Sept 08 , 2015

News

PWF shows concern over devolution of EOBI
By Zeeshan Ghayur

ISLAMABAD: The trade union lobby represented by the Pakistan Workers Federation (PWF) on Monday opposed the devolution of Employees Old Age Benefit Institution (EOBI), showing concerns over its sustainability and adverse impacts on the workers and their families.

PWF General Secretary Zahoor Awan, member of the EOBI reform committee, grieved that the institution is full of malpractice and corruption, adding that around 60 million pension-deserving retirees are living in the country, while only 3.2 million are being paid with the monthly benefit.

He said that the common phenomenon of oldies getting neglected at homes was because most of them are unable to draw their monthly pensions.

Awan lamented that the retired federal secretaries draw Rs 60,000-80,000 monthly, despite the probability that the EOBI fund may exhaust by 2026. “And now Rs 290 billion of the EOBI fund is being eyed by the provincial governments,” he added.

He expressed concern that this huge amount might end up getting spent for other purposes than the welfare of workers, adding that the rate of contribution has to match with the inflating minimum wage. He said that EOBI would remain strong if it remains a single entity.

EOBI Director General Iqbal Haider Zaidi said, “For ensuring that the fund lasts for 50 years, a recommendation for decreasing the widow pension by 25% is under consideration.”

He said that measures are being taken for maintaining EOBI at the federal level and keeping it away from devolution. However, he added that this would require constitutional amendments.

He said that EOBI has given out a pension of Rs 70.8 million to date this year, adding that another Rs 24.6 million is expected to be paid off by the end of the year.

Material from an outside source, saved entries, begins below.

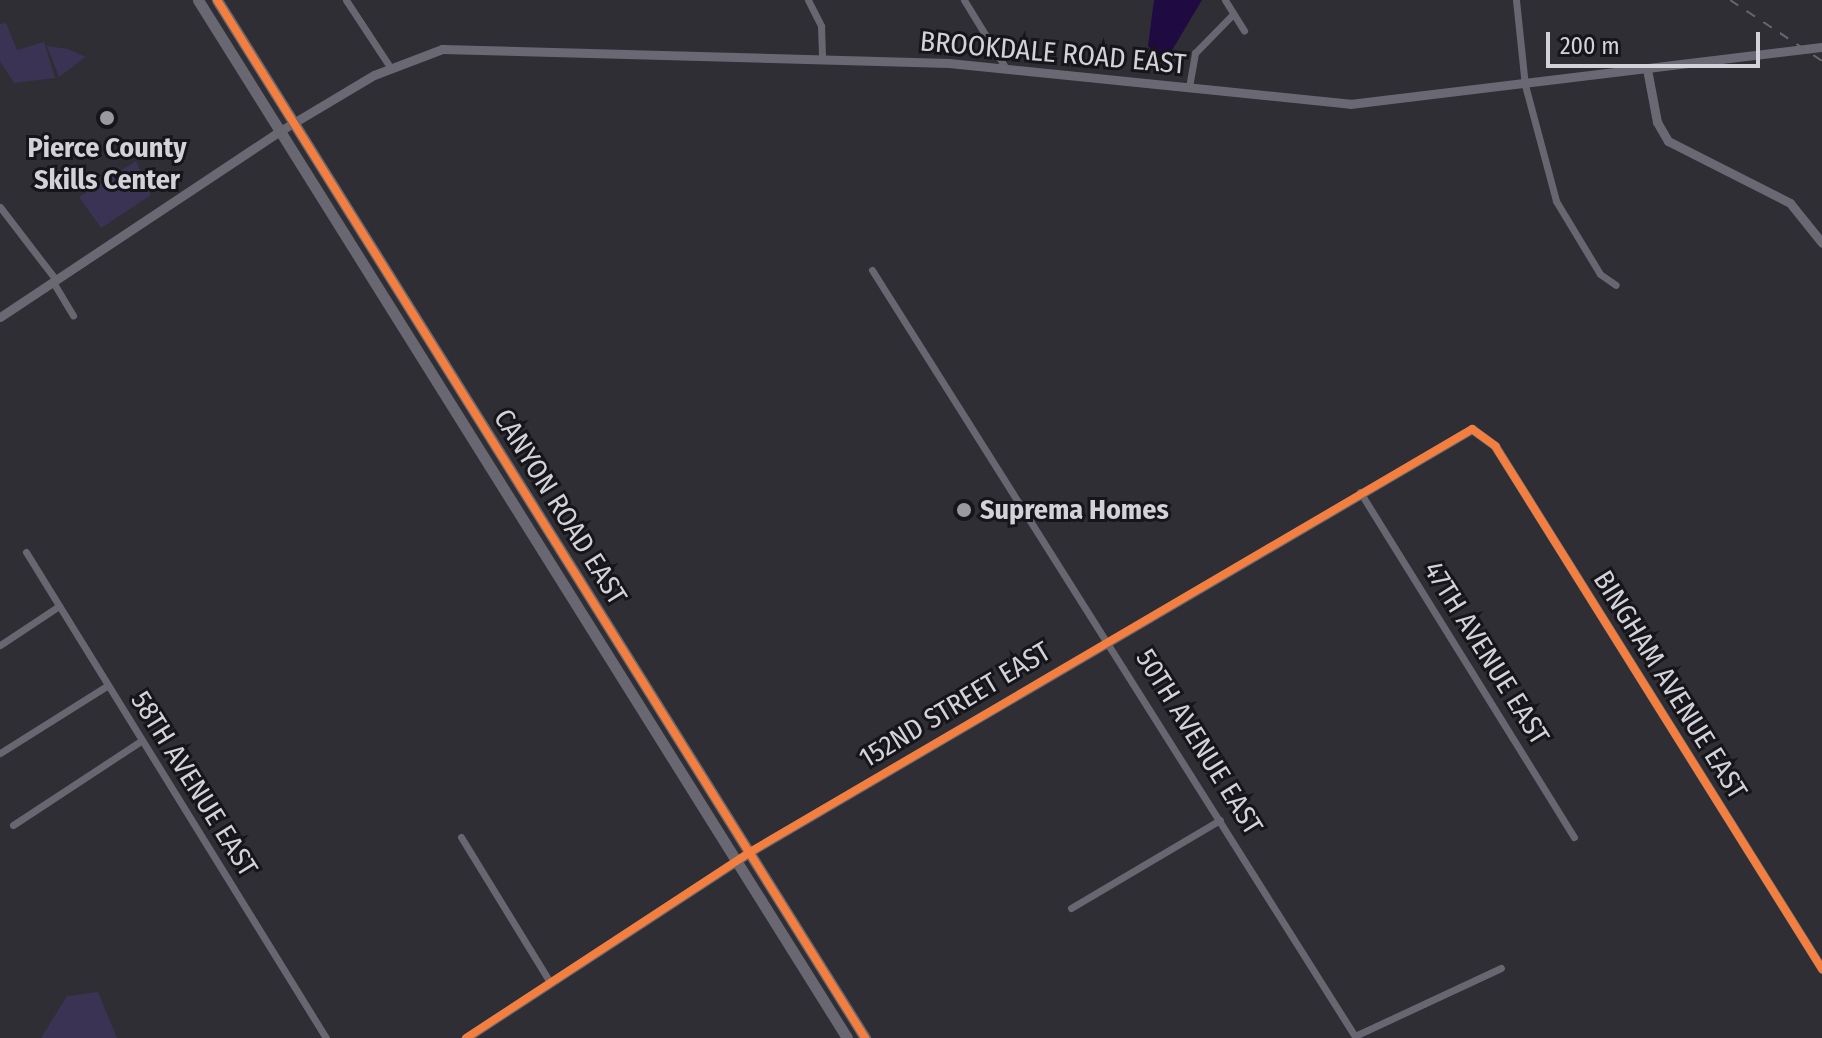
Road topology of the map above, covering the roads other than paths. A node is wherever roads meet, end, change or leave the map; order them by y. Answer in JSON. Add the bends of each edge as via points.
{"nodes":[{"id":1,"x":198,"y":0,"type":"edge"},
{"id":2,"x":217,"y":0,"type":"edge"},
{"id":3,"x":808,"y":0,"type":"edge"},
{"id":4,"x":964,"y":0,"type":"edge"},
{"id":5,"x":1225,"y":0,"type":"edge"},
{"id":6,"x":1516,"y":0,"type":"edge"},
{"id":7,"x":351,"y":2,"type":"edge"},
{"id":8,"x":1233,"y":14,"type":"junction"},
{"id":9,"x":1244,"y":30,"type":"dead end"},
{"id":10,"x":1822,"y":47,"type":"edge"},
{"id":11,"x":822,"y":59,"type":"junction"},
{"id":12,"x":390,"y":67,"type":"junction"},
{"id":13,"x":1005,"y":67,"type":"junction"},
{"id":14,"x":1647,"y":69,"type":"junction"},
{"id":15,"x":1525,"y":85,"type":"junction"},
{"id":16,"x":1189,"y":87,"type":"junction"},
{"id":17,"x":294,"y":122,"type":"junction"},
{"id":18,"x":280,"y":131,"type":"junction"},
{"id":19,"x":0,"y":207,"type":"edge"},
{"id":20,"x":1822,"y":243,"type":"edge"},
{"id":21,"x":872,"y":270,"type":"dead end"},
{"id":22,"x":54,"y":281,"type":"junction"},
{"id":23,"x":1616,"y":285,"type":"dead end"},
{"id":24,"x":73,"y":315,"type":"dead end"},
{"id":25,"x":0,"y":317,"type":"edge"},
{"id":26,"x":1476,"y":429,"type":"joint"},
{"id":27,"x":1360,"y":492,"type":"junction"},
{"id":28,"x":26,"y":552,"type":"dead end"},
{"id":29,"x":59,"y":606,"type":"junction"},
{"id":30,"x":1109,"y":640,"type":"junction"},
{"id":31,"x":0,"y":645,"type":"edge"},
{"id":32,"x":107,"y":686,"type":"junction"},
{"id":33,"x":141,"y":741,"type":"junction"},
{"id":34,"x":0,"y":753,"type":"edge"},
{"id":35,"x":1220,"y":820,"type":"junction"},
{"id":36,"x":13,"y":825,"type":"dead end"},
{"id":37,"x":461,"y":837,"type":"dead end"},
{"id":38,"x":1574,"y":837,"type":"dead end"},
{"id":39,"x":744,"y":855,"type":"junction"},
{"id":40,"x":1071,"y":908,"type":"dead end"},
{"id":41,"x":1501,"y":968,"type":"dead end"},
{"id":42,"x":1822,"y":969,"type":"edge"},
{"id":43,"x":550,"y":982,"type":"junction"},
{"id":44,"x":1356,"y":1037,"type":"edge"},
{"id":45,"x":326,"y":1038,"type":"edge"},
{"id":46,"x":466,"y":1038,"type":"edge"},
{"id":47,"x":847,"y":1038,"type":"edge"},
{"id":48,"x":865,"y":1038,"type":"edge"}],
"edges":[{"from":1,"to":18,"type":"main road","name":"CANYON ROAD EAST"},
{"from":2,"to":17,"type":"main road","name":"CANYON ROAD EAST"},
{"from":3,"to":11,"type":"street","via":[[821,26]]},
{"from":4,"to":13,"type":"street"},
{"from":5,"to":8,"type":"street"},
{"from":6,"to":15,"type":"street"},
{"from":7,"to":12,"type":"street"},
{"from":8,"to":9,"type":"street"},
{"from":8,"to":16,"type":"street","via":[[1195,53]]},
{"from":10,"to":14,"type":"street","name":"BROOKDALE ROAD EAST"},
{"from":11,"to":12,"type":"street","name":"BROOKDALE ROAD EAST","via":[[455,48]]},
{"from":11,"to":13,"type":"street","name":"BROOKDALE ROAD EAST"},
{"from":12,"to":17,"type":"street","name":"BROOKDALE ROAD EAST"},
{"from":13,"to":16,"type":"street","name":"BROOKDALE ROAD EAST"},
{"from":14,"to":15,"type":"street","name":"BROOKDALE ROAD EAST"},
{"from":14,"to":20,"type":"street","via":[[1655,118],[1668,141],[1790,203]]},
{"from":15,"to":16,"type":"street","name":"BROOKDALE ROAD EAST","via":[[1350,104]]},
{"from":15,"to":23,"type":"street","via":[[1556,201],[1600,274]]},
{"from":17,"to":18,"type":"street","name":"BROOKDALE ROAD EAST"},
{"from":17,"to":39,"type":"main road","name":"CANYON ROAD EAST"},
{"from":18,"to":22,"type":"street","name":"BROOKDALE ROAD EAST"},
{"from":18,"to":39,"type":"main road","name":"CANYON ROAD EAST"},
{"from":19,"to":22,"type":"street"},
{"from":21,"to":30,"type":"street","name":"50TH AVENUE EAST"},
{"from":22,"to":24,"type":"street"},
{"from":22,"to":25,"type":"street","name":"BROOKDALE ROAD EAST"},
{"from":26,"to":27,"type":"street","name":"152ND STREET EAST"},
{"from":26,"to":42,"type":"street","name":"BINGHAM AVENUE EAST","via":[[1495,446]]},
{"from":27,"to":30,"type":"street","name":"152ND STREET EAST"},
{"from":27,"to":38,"type":"street","name":"47TH AVENUE EAST"},
{"from":28,"to":29,"type":"street","name":"58TH AVENUE EAST"},
{"from":29,"to":31,"type":"street"},
{"from":29,"to":32,"type":"street","name":"58TH AVENUE EAST"},
{"from":30,"to":35,"type":"street","name":"50TH AVENUE EAST"},
{"from":30,"to":39,"type":"street","name":"152ND STREET EAST"},
{"from":32,"to":33,"type":"street","name":"58TH AVENUE EAST"},
{"from":32,"to":34,"type":"street"},
{"from":33,"to":36,"type":"street"},
{"from":33,"to":45,"type":"street","name":"58TH AVENUE EAST"},
{"from":35,"to":40,"type":"street"},
{"from":35,"to":44,"type":"street","name":"50TH AVENUE EAST"},
{"from":37,"to":43,"type":"street"},
{"from":39,"to":43,"type":"street","name":"152ND STREET EAST"},
{"from":39,"to":47,"type":"main road","name":"CANYON ROAD EAST"},
{"from":39,"to":48,"type":"main road","name":"CANYON ROAD EAST"},
{"from":41,"to":44,"type":"street"},
{"from":43,"to":46,"type":"street","name":"152ND STREET EAST"}]}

The collection in Khyber Pakhtunkhwa (KP) is Rs 650 million annually, while the total distribution is Rs 1.8 billion. As of , there have been 363,000 registered pensioners with EOBI,” Zaidi added.

He said that EOBI has withdrawn the pension facility from Easypaisa over reconciliation issues, adding that currently, the National Bank of Pakistan (NBP) deals with the distribution of pensions. An agreement has been reached with Bank Al-Falah for taking over the distribution of pensions countrywide by the end of this year, he added.

Zaidi sais, “A person employed at any hierarchical level is bound to get registered for the EOBI benefits. For devolution to take place effectively, the government of Sindh in 2014 passed an EOBI act, while the government of Punjab is in the process of receiving the Supreme Court’s verdict, providing the rules and procedures of operating the devolved EOBI setup.”

He said for receiving pension, there is a requirement of having worked for at least 15 years, adding that those who have worked for over 15 years are paid pension with 2% increment.

“The EOBI has set a target of including in the system 100,000 pensioners annually. A case is being contested in the SC for bringing into the pension pool the bank employees countrywide,” he said

Zaidi grieved that EOBI, as per the law, is to carry out actuarial studies every three years, which it does not, adding that the institution is taking steps for making sure that the rate of contribution is steadily raised up till 11.6%.

Clarifying on the widow pension, he said, “The pension of a deceased employee is given to his/her widow. If the widow expires, then the same is given to the children till the time they reach the age of 18 years. For the daughters, the pension is given up till the time they get married.”